# wpa_supplicant don't give IP (nor via dhcp nor static)

## firepol

Hi,

I have a laptop with 2 linux installations. Ubuntu and Gentoo. With ubuntu I can make my wireless card work.

With ubuntu the configuration wad reletively easy. That's the file I had in my ubuntu box under /etc/network/interfaces:

 *Quote:*   

> 
> 
> # This file describes the network interfaces available on your system
> 
> # and how to activate them. For more information, see interfaces(5).
> ...

 

Under ubuntu by issuing /etc/init.d/networking restart I could have wireless and wired working.

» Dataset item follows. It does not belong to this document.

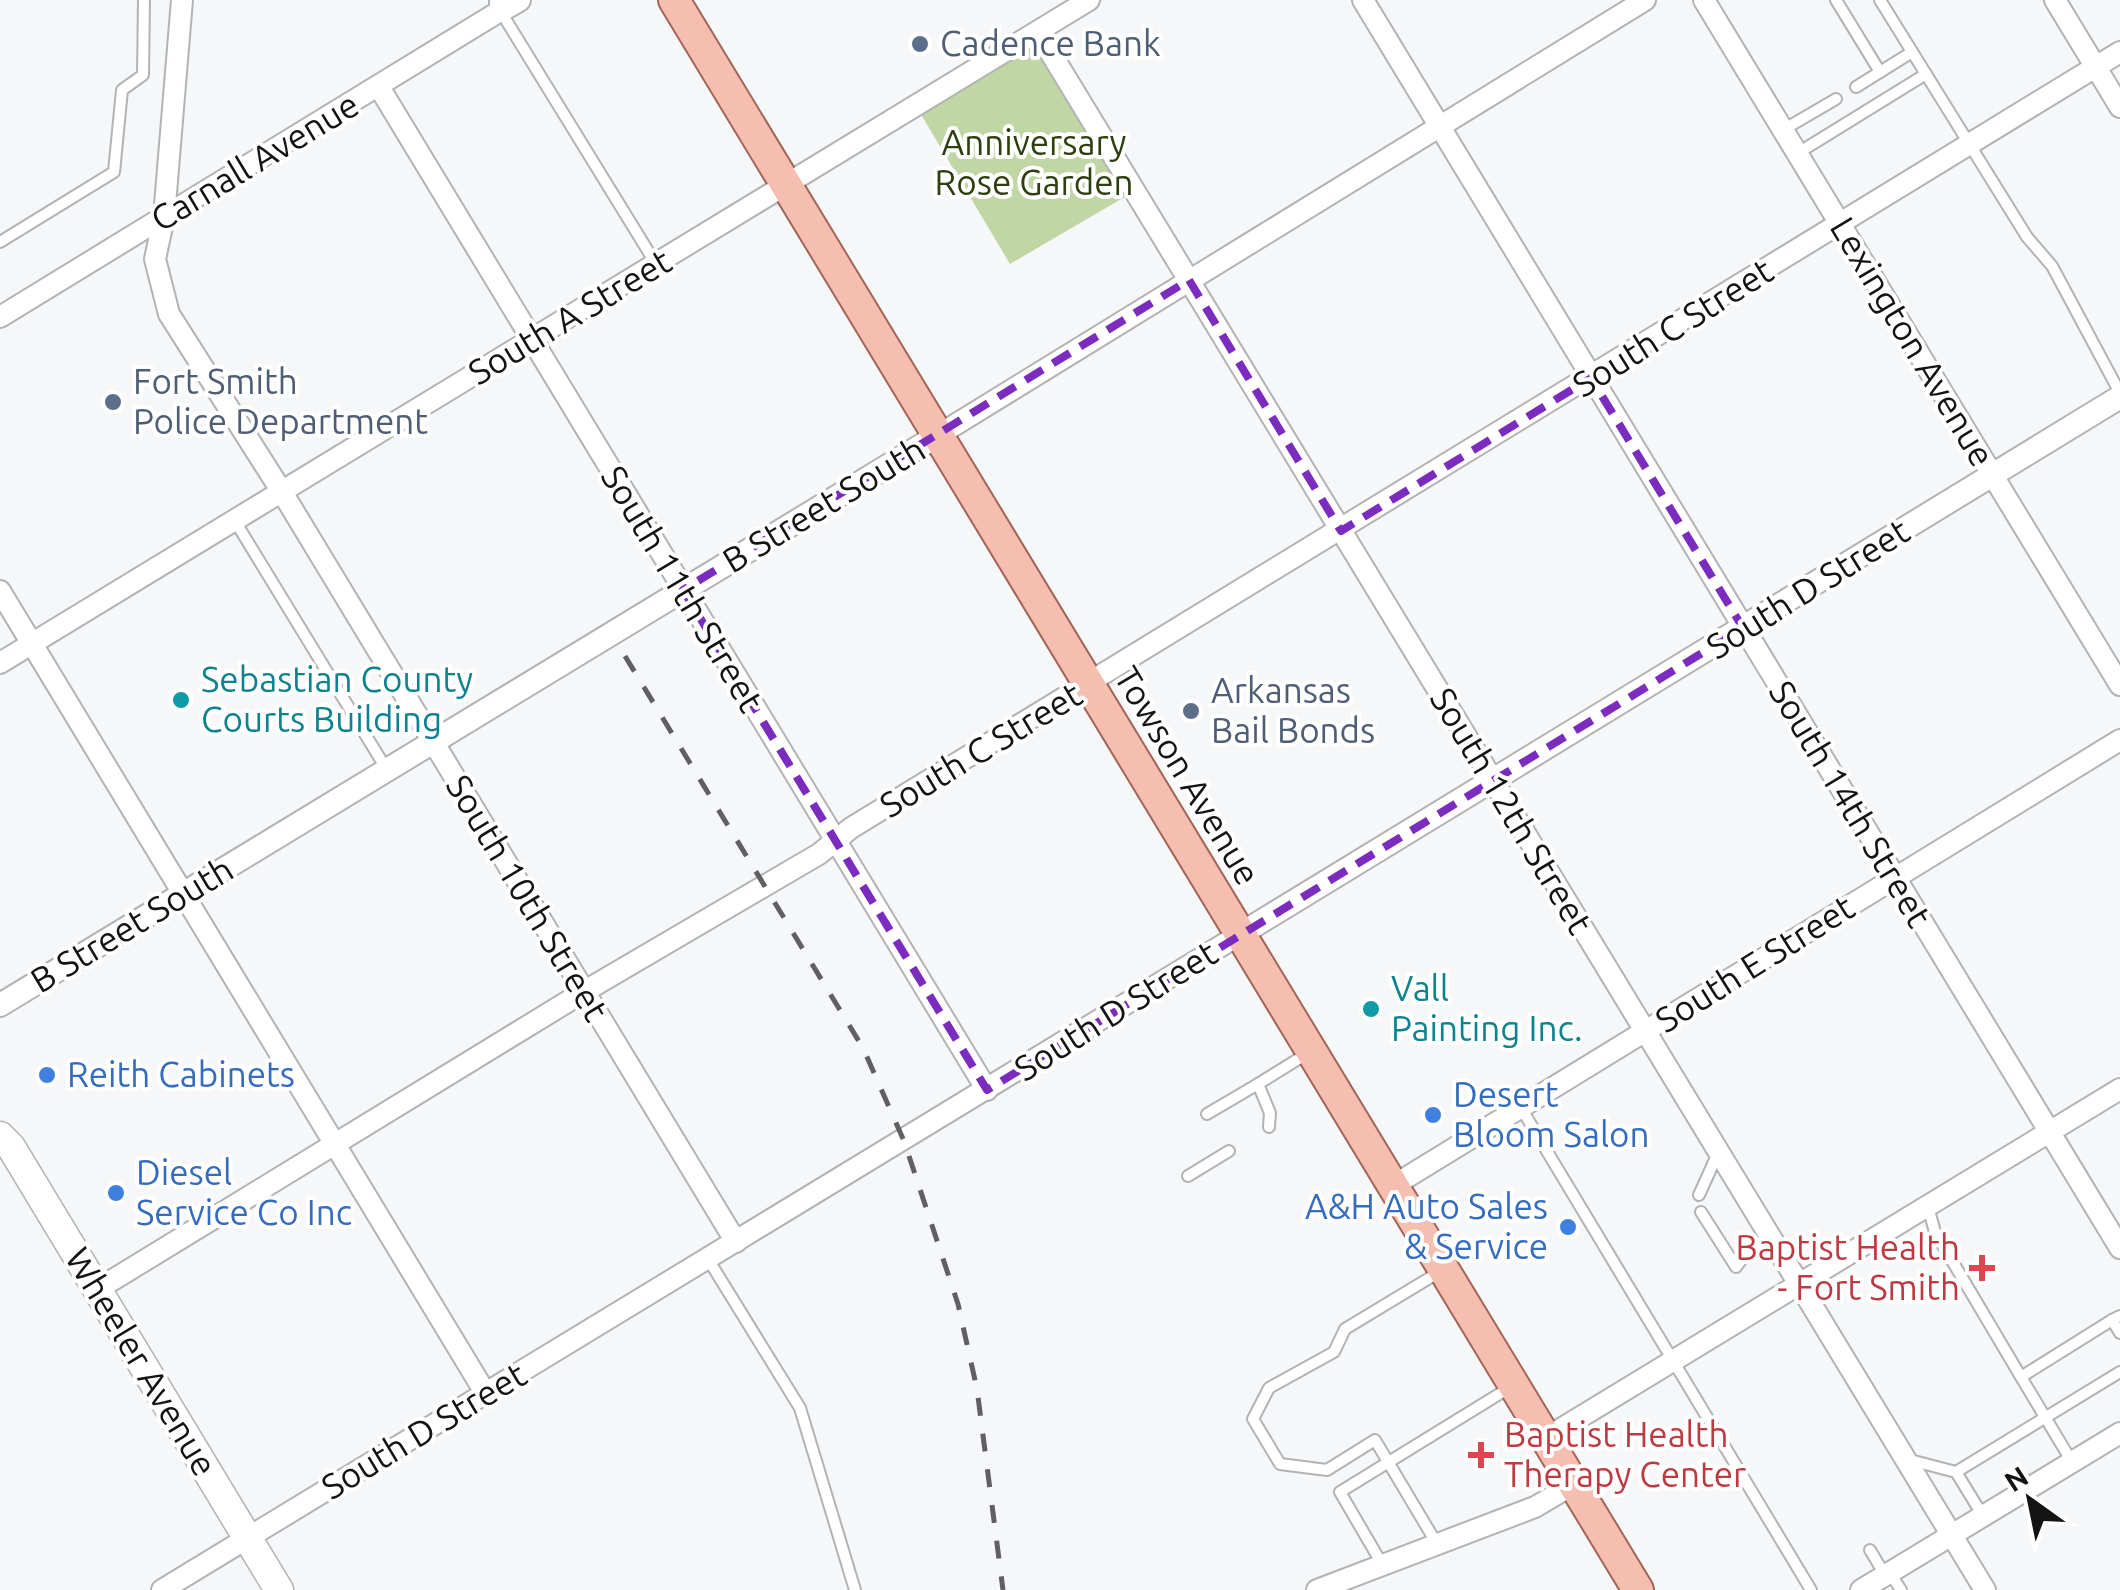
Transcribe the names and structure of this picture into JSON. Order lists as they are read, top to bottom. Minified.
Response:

I have a Broadcom wireless card. From lspci: *Quote:*   

> 
> 
> 06:05.0 Network controller: Broadcom Corporation BCM4318 [AirForce One 54g] 802.11g Wireless LAN Controller (rev 02)

 

Now, coming back to Gentoo...

I followed this Gentoo Wireless Networking Howto. I've created a symbolic link called /etc/init.d/net.wlan0; I've installed ndiswrapper.

My /etc/conf.d/net looks like this:

 *Quote:*   

> 
> 
> config_eth0=( "192.168.1.3 netmask 255.255.255.0 brd 192.168.1.255" )
> 
> #config_eth0=( "dhcp" )
> ...

 

My /etc/wpa_supplicant.conf looks like this:

 *Quote:*   

> 
> 
> # The below line not be changed otherwise we refuse to work
> 
> ctrl_interface=/var/run/wpa_supplicant
> ...

 

If I do /etc/init.d/net.wlan0 restart I get this:

 *Quote:*   

> 
> 
>  * Stopping wlan0
> 
>  *   Bringing down wlan0
> ...

 

and finally if I do ifconfig:

 *Quote:*   

> 
> 
> eth0      Link encap:Ethernet  HWaddr 00:0A:E4:F4:47:F9
> 
>           inet addr:192.168.1.3  Bcast:192.168.1.255  Mask:255.255.255.0
> ...

 

Of course wireless doesn't work, else I wouldn't be here.

What's wrong in my configuration? How can I get it working considering that under Ubuntu it works with the configuration mentioned above?

Thanks to enlighten me

----------

## bernied

Maybe wlan0 isn't coming up because eth0 is up.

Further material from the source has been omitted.